Aim of the task ▸
Scan the records for "Mondrone". Show the matching lines.

Data for the task below:

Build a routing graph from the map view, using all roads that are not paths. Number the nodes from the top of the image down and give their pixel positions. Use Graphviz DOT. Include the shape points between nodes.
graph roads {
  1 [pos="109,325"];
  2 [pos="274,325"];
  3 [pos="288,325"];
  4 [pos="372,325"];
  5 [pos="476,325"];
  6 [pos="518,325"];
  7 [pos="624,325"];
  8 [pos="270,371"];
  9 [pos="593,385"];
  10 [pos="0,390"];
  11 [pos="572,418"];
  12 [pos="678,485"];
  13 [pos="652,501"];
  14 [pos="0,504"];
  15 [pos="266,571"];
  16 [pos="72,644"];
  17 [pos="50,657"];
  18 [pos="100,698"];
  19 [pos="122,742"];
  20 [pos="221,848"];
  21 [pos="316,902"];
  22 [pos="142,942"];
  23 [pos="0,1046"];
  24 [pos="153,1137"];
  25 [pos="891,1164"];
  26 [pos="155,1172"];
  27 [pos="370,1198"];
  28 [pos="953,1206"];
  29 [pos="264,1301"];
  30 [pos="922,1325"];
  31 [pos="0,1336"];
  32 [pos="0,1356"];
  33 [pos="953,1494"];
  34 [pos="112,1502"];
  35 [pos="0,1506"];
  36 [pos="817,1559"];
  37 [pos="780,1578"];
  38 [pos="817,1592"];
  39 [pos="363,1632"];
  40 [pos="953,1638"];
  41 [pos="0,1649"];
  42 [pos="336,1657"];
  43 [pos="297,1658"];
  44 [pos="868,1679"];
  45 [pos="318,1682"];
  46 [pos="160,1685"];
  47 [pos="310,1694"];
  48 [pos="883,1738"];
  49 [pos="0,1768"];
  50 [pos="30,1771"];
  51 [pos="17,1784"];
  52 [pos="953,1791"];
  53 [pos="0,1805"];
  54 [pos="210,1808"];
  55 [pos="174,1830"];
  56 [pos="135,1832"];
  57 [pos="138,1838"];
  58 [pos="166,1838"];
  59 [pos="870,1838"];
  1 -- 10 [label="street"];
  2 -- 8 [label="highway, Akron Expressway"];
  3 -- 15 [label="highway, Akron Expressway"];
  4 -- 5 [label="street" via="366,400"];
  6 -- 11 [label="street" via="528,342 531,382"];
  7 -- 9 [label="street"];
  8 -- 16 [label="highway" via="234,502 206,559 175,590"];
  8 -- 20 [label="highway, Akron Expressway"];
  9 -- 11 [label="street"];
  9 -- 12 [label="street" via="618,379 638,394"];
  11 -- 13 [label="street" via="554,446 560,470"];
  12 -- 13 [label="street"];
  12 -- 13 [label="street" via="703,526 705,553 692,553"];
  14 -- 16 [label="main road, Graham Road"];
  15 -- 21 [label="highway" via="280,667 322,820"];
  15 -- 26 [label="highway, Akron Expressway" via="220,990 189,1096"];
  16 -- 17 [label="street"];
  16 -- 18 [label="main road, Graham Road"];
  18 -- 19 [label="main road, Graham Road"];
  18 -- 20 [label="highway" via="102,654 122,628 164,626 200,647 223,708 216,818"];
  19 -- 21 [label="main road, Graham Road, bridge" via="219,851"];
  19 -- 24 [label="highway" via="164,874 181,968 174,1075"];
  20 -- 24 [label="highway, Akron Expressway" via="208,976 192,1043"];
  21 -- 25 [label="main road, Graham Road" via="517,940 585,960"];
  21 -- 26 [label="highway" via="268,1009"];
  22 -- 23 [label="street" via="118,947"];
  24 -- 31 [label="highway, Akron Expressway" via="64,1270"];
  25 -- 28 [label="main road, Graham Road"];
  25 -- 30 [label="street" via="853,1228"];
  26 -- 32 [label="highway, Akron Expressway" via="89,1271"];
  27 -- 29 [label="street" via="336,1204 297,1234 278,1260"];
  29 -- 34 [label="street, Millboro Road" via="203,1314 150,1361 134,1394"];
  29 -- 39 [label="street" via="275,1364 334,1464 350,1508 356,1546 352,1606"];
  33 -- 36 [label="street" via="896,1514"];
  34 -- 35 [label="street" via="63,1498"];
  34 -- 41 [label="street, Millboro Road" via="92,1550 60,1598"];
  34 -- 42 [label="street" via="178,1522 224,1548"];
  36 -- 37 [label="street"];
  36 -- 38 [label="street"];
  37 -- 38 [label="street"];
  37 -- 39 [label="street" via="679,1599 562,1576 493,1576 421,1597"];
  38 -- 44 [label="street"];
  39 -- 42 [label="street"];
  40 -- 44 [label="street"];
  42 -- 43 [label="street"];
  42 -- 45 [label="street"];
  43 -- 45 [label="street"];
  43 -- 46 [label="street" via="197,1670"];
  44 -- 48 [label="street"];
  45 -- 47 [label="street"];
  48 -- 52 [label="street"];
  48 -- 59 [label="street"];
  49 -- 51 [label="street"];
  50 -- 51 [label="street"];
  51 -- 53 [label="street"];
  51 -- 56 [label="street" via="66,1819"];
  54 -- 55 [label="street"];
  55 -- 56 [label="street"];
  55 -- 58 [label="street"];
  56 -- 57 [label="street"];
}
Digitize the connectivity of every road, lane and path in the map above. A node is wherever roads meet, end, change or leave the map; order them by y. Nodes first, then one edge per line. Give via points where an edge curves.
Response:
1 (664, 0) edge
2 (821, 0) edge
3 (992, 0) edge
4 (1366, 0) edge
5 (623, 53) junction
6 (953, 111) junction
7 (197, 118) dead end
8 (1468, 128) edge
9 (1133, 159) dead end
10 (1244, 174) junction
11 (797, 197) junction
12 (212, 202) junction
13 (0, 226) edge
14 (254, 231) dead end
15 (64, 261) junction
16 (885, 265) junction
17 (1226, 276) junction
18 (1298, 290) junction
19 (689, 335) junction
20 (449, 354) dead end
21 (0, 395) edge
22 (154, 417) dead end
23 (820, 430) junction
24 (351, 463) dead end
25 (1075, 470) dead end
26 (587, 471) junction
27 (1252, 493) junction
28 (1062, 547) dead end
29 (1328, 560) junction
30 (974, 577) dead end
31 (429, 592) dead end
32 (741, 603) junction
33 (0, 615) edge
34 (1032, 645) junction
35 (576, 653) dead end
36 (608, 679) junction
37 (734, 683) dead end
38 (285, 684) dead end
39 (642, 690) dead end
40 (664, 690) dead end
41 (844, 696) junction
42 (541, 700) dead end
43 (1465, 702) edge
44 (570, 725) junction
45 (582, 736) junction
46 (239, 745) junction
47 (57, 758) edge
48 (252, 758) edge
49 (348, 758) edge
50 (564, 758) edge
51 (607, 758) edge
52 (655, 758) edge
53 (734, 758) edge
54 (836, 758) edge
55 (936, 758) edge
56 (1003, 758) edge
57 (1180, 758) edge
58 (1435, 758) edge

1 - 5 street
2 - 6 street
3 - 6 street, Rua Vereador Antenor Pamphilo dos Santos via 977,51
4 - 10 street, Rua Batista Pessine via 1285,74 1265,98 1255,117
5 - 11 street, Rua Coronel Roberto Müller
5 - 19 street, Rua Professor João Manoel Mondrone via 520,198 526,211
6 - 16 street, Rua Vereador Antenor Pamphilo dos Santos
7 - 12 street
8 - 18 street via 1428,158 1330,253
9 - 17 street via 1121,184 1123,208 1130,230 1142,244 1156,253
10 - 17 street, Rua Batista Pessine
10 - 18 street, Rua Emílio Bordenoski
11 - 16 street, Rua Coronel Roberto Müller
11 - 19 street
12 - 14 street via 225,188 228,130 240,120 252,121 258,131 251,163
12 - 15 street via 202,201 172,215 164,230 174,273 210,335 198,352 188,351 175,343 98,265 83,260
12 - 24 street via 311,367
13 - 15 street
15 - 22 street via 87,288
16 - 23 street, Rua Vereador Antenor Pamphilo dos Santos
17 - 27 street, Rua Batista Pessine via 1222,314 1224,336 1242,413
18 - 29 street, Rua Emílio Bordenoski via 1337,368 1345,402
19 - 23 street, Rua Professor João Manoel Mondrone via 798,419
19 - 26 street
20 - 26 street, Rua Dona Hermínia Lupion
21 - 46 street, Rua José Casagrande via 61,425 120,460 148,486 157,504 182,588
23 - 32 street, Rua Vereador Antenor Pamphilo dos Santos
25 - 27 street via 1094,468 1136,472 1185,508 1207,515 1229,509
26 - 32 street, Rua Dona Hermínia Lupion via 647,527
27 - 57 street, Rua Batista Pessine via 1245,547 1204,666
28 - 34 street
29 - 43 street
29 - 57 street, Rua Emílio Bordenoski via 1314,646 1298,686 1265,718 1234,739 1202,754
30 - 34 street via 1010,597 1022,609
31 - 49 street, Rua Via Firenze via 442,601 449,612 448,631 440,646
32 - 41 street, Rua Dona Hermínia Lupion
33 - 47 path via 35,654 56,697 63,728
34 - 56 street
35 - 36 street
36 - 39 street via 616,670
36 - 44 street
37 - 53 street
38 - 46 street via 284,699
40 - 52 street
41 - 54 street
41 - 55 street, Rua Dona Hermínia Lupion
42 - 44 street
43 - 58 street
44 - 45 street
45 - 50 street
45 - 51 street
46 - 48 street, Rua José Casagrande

End of Data for the task.

Written answer ▸
5 - 19 street, Rua Professor João Manoel Mondrone via 520,198 526,211
19 - 23 street, Rua Professor João Manoel Mondrone via 798,419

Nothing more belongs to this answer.